━━ Data for this task
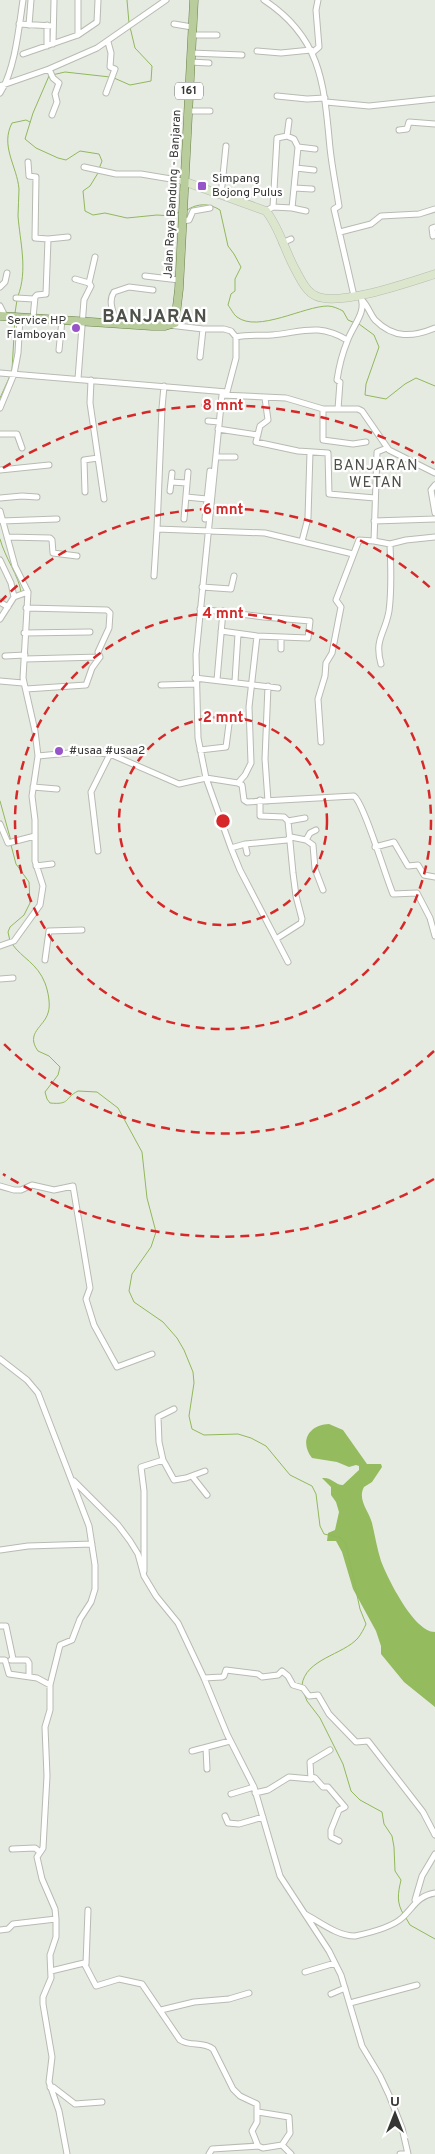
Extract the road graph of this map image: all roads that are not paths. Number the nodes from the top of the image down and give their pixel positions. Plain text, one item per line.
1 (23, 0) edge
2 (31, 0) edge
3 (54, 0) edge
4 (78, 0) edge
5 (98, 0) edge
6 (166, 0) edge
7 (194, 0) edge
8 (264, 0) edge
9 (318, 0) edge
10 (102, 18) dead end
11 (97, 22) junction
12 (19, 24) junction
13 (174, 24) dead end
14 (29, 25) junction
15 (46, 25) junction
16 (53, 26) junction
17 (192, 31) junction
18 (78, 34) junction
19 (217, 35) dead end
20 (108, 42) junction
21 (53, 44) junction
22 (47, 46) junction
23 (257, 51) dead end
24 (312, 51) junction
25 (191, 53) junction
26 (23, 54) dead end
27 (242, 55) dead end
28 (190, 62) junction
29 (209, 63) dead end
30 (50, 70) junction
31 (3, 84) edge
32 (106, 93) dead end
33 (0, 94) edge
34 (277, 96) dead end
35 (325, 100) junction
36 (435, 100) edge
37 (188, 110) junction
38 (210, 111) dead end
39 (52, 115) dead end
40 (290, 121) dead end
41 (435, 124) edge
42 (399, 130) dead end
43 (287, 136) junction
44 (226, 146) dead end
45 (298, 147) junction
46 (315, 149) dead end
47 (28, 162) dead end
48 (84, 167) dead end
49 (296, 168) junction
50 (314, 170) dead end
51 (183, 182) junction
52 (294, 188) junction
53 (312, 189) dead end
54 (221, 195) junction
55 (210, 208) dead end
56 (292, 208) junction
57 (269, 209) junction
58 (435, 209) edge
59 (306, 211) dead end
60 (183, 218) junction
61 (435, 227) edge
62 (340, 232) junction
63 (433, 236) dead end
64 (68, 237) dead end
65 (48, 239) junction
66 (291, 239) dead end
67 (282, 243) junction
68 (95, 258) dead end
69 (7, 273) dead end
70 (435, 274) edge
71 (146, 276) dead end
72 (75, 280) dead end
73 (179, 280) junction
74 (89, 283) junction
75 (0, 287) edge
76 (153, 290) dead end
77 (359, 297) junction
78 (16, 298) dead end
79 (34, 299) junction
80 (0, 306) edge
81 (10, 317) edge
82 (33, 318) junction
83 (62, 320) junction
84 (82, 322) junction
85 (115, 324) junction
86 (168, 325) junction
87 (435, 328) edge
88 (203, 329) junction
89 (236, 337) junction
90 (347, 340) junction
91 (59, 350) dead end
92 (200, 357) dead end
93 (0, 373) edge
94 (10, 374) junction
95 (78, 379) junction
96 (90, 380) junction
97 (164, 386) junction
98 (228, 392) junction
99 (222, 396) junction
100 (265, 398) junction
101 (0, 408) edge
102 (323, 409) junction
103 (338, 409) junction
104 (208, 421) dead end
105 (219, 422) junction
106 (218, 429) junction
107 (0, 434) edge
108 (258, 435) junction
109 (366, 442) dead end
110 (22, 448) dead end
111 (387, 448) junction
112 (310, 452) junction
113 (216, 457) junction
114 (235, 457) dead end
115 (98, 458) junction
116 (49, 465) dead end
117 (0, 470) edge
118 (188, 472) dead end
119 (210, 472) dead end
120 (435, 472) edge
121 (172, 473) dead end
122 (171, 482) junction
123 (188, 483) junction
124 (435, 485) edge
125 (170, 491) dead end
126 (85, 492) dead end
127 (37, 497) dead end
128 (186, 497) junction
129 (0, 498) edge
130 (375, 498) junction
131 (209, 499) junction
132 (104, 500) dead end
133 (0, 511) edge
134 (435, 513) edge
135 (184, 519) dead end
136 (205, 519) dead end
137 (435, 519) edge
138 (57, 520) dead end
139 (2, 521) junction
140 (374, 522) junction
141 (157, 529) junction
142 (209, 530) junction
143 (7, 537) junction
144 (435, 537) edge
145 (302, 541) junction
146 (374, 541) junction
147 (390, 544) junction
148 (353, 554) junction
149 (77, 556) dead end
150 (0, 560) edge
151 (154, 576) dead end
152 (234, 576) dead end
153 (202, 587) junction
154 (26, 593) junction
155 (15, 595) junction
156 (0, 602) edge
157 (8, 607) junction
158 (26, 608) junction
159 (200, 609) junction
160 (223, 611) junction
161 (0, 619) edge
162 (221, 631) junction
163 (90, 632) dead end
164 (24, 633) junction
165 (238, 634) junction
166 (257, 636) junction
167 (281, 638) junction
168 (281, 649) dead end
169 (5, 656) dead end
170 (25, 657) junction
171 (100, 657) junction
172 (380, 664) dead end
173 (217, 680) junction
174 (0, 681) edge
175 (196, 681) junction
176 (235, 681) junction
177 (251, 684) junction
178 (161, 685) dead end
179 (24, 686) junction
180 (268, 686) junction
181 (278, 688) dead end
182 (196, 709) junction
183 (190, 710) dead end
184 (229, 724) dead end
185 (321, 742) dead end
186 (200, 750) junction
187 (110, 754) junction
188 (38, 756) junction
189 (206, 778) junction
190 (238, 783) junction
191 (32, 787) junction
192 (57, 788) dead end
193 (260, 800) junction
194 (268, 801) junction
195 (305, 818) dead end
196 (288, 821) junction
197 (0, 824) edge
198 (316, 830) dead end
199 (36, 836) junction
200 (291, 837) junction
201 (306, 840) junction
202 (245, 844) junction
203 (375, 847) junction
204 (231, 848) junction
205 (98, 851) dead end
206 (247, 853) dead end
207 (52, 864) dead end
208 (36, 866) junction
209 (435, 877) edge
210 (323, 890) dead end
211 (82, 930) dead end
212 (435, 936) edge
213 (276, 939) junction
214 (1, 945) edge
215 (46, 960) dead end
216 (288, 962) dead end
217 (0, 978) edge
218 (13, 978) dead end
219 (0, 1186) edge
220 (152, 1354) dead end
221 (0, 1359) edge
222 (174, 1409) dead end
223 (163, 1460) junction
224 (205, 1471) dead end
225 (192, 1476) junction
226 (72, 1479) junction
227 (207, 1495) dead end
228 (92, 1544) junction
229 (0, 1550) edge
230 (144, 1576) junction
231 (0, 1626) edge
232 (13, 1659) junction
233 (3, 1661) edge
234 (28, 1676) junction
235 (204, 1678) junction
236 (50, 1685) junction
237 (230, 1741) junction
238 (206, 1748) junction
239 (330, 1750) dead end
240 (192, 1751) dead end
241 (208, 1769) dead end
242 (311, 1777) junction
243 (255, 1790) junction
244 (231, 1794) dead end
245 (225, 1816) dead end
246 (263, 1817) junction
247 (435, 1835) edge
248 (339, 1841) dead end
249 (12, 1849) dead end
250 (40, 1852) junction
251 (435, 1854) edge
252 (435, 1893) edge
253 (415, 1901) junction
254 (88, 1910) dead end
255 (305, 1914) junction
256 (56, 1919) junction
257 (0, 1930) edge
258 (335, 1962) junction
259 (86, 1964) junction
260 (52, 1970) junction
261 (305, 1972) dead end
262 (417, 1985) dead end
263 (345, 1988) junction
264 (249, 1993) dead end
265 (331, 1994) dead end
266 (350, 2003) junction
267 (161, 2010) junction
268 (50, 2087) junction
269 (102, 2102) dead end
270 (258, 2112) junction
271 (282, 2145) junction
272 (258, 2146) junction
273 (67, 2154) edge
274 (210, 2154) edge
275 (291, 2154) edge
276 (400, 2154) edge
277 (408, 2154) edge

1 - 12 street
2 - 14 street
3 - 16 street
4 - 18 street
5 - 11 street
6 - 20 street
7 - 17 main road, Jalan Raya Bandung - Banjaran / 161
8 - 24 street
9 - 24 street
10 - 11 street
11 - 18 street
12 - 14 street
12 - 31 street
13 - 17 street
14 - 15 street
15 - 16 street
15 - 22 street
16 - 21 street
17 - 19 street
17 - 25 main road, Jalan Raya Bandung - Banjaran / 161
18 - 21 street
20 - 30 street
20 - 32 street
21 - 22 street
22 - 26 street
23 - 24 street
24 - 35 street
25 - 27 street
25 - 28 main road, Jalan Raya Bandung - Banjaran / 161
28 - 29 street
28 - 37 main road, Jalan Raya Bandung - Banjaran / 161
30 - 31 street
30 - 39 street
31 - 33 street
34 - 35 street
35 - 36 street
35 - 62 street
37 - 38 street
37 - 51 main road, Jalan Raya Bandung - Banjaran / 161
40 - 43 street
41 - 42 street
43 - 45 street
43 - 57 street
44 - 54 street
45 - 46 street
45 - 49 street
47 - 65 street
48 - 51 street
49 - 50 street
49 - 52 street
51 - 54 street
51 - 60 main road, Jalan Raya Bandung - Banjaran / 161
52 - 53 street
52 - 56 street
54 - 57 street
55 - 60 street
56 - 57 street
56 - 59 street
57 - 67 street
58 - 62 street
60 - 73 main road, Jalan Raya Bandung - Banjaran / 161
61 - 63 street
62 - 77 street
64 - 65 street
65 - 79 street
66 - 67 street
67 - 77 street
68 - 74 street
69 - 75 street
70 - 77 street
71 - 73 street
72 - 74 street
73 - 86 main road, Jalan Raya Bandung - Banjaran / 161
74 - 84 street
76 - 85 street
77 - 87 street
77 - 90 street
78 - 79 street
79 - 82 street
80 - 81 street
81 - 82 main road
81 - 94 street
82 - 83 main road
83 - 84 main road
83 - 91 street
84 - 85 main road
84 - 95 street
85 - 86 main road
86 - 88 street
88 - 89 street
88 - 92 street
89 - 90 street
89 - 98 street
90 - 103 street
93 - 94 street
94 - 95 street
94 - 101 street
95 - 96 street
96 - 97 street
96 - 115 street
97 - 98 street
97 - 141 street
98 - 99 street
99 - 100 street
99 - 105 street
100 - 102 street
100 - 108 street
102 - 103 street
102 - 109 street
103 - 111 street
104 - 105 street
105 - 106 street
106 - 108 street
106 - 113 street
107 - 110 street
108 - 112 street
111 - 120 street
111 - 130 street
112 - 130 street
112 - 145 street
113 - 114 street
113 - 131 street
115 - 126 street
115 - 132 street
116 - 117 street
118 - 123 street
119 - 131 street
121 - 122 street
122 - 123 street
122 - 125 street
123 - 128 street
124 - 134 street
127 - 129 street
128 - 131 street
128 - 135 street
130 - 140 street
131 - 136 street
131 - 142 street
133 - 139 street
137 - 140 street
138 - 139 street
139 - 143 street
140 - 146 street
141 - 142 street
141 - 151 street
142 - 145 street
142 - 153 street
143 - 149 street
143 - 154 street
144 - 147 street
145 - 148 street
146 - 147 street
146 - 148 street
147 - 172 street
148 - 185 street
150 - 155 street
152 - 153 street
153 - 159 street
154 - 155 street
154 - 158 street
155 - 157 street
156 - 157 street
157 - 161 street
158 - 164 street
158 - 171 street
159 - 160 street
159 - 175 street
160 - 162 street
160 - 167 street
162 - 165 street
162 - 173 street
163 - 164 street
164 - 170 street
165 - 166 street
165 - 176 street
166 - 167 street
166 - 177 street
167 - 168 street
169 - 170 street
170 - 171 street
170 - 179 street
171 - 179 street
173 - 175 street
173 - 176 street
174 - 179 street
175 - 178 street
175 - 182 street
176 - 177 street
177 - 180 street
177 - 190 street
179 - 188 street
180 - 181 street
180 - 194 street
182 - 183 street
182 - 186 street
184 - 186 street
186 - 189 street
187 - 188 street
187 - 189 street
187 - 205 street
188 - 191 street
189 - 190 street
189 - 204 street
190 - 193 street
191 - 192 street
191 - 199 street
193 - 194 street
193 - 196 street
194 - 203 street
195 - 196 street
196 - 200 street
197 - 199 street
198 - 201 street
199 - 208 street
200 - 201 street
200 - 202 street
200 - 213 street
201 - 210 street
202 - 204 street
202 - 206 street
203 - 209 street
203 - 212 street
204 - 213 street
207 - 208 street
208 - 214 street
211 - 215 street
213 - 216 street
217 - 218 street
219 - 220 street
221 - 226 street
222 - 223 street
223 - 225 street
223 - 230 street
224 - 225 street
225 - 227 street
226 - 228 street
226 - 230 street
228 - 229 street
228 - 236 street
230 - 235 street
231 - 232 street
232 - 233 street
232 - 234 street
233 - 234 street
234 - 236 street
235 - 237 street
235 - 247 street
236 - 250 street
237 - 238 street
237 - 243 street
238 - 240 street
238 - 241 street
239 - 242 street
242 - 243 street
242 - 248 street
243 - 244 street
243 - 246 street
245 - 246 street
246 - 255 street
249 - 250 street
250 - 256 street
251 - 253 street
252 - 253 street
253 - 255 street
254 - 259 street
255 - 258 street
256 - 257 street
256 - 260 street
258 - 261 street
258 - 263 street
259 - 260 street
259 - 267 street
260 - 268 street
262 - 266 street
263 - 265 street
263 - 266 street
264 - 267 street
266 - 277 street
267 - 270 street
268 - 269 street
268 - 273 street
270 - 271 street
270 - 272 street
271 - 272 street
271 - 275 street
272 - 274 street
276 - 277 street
━━━━
━━ Data for this task
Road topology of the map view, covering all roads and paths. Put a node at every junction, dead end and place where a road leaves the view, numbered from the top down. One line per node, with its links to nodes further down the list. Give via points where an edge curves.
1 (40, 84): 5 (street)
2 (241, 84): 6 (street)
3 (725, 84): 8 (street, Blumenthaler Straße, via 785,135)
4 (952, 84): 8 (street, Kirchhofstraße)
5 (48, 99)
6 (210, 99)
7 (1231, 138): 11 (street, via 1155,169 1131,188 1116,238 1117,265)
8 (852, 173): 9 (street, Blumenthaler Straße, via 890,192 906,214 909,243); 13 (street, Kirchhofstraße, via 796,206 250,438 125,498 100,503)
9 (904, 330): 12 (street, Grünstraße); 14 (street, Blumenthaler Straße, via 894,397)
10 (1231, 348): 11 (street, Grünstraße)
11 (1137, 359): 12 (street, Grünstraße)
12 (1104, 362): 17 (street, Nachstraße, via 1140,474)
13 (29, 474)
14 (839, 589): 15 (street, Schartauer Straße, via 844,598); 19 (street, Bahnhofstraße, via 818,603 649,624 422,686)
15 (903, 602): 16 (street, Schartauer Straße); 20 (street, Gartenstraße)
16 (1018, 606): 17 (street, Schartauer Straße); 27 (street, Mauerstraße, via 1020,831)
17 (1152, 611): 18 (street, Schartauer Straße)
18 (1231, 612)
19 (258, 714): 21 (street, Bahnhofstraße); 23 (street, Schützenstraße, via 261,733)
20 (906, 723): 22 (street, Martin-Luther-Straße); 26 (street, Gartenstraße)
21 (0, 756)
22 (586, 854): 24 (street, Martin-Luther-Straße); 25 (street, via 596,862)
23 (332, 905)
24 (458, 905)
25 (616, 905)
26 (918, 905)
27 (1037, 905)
━━━━
§ Exercise details: Work out how many lines in the entries above include the word "Schartauer". Respond with only the number.

§ Reply: 4